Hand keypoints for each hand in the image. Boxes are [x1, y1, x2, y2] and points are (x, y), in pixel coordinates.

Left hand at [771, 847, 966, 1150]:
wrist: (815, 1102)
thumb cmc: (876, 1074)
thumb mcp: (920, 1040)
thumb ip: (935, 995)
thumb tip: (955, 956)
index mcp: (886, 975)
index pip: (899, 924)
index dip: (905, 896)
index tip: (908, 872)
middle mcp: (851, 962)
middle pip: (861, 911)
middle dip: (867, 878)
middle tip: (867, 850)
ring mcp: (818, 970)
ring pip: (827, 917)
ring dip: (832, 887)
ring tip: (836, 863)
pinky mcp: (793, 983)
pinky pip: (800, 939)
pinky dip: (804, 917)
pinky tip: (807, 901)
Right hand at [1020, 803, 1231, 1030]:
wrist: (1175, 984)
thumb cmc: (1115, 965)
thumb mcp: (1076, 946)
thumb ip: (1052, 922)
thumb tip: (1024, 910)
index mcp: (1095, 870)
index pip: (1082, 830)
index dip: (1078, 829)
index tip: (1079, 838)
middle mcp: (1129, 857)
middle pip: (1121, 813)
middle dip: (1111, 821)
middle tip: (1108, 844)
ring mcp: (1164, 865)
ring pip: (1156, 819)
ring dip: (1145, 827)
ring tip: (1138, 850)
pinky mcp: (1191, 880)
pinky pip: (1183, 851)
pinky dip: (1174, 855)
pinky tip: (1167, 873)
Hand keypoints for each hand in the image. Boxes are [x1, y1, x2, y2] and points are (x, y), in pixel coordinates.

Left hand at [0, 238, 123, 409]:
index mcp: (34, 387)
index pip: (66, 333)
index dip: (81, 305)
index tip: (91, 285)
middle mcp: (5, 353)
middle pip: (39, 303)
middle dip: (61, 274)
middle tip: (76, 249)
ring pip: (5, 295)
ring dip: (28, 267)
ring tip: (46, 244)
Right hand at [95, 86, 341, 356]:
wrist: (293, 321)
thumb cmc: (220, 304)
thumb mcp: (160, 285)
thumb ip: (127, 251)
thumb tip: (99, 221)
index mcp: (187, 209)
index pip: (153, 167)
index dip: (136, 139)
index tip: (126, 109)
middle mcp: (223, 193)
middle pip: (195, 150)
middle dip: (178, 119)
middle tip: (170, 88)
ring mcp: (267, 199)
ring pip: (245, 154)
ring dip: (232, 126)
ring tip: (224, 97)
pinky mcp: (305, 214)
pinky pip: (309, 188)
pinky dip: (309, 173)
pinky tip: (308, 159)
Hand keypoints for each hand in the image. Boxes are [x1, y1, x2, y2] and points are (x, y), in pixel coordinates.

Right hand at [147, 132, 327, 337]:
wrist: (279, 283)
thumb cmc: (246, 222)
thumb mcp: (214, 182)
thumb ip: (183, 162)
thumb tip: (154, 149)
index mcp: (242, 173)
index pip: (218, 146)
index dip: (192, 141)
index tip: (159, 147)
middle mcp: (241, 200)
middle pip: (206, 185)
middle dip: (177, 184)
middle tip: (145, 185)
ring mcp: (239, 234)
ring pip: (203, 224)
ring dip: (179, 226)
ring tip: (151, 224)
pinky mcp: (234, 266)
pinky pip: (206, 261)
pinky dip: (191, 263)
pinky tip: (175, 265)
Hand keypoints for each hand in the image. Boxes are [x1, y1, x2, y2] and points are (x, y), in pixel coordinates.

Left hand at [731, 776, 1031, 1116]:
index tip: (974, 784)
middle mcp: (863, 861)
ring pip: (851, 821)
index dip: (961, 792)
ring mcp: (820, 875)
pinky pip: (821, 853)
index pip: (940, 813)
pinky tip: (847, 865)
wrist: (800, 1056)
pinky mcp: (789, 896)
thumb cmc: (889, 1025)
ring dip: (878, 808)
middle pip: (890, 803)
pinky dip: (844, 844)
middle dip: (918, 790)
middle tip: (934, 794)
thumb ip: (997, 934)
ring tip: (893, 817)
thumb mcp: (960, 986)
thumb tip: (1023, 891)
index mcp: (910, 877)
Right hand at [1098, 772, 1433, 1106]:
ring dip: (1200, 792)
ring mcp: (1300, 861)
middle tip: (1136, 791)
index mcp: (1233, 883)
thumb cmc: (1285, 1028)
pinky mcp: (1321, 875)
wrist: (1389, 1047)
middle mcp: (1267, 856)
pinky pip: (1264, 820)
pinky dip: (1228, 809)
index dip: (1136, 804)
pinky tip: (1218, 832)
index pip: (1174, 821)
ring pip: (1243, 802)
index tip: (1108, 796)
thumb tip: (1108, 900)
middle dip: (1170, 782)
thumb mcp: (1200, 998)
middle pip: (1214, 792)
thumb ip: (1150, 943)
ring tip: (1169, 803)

++++++

PROBLEM REQUIREMENTS » Each line from the one containing "pinky pip: (821, 853)" to the close of the records must appear in the output exactly, and no other line.

PROBLEM SOLUTION »
pinky pip: (821, 853)
index pip: (940, 813)
pinky tip: (847, 865)
wrist: (800, 1056)
pinky mcp: (789, 896)
thumb cmc: (889, 1025)
ring dip: (878, 808)
middle pip: (890, 803)
pinky dip: (844, 844)
middle dip: (918, 790)
middle tip: (934, 794)
thumb ip: (997, 934)
ring tip: (893, 817)
thumb mcp: (960, 986)
thumb tip: (1023, 891)
index mcp: (910, 877)
Right hand at [1098, 772, 1433, 1106]:
ring dip: (1200, 792)
ring mcp: (1300, 861)
middle tip: (1136, 791)
index mcp: (1233, 883)
thumb cmc: (1285, 1028)
pinky mcp: (1321, 875)
wrist: (1389, 1047)
middle mcp: (1267, 856)
pinky pip: (1264, 820)
pinky dip: (1228, 809)
index dip: (1136, 804)
pinky tip: (1218, 832)
index pip: (1174, 821)
ring pip: (1243, 802)
index tip: (1108, 796)
thumb tip: (1108, 900)
middle dip: (1170, 782)
thumb mcp: (1200, 998)
middle pip: (1214, 792)
thumb ip: (1150, 943)
ring tip: (1169, 803)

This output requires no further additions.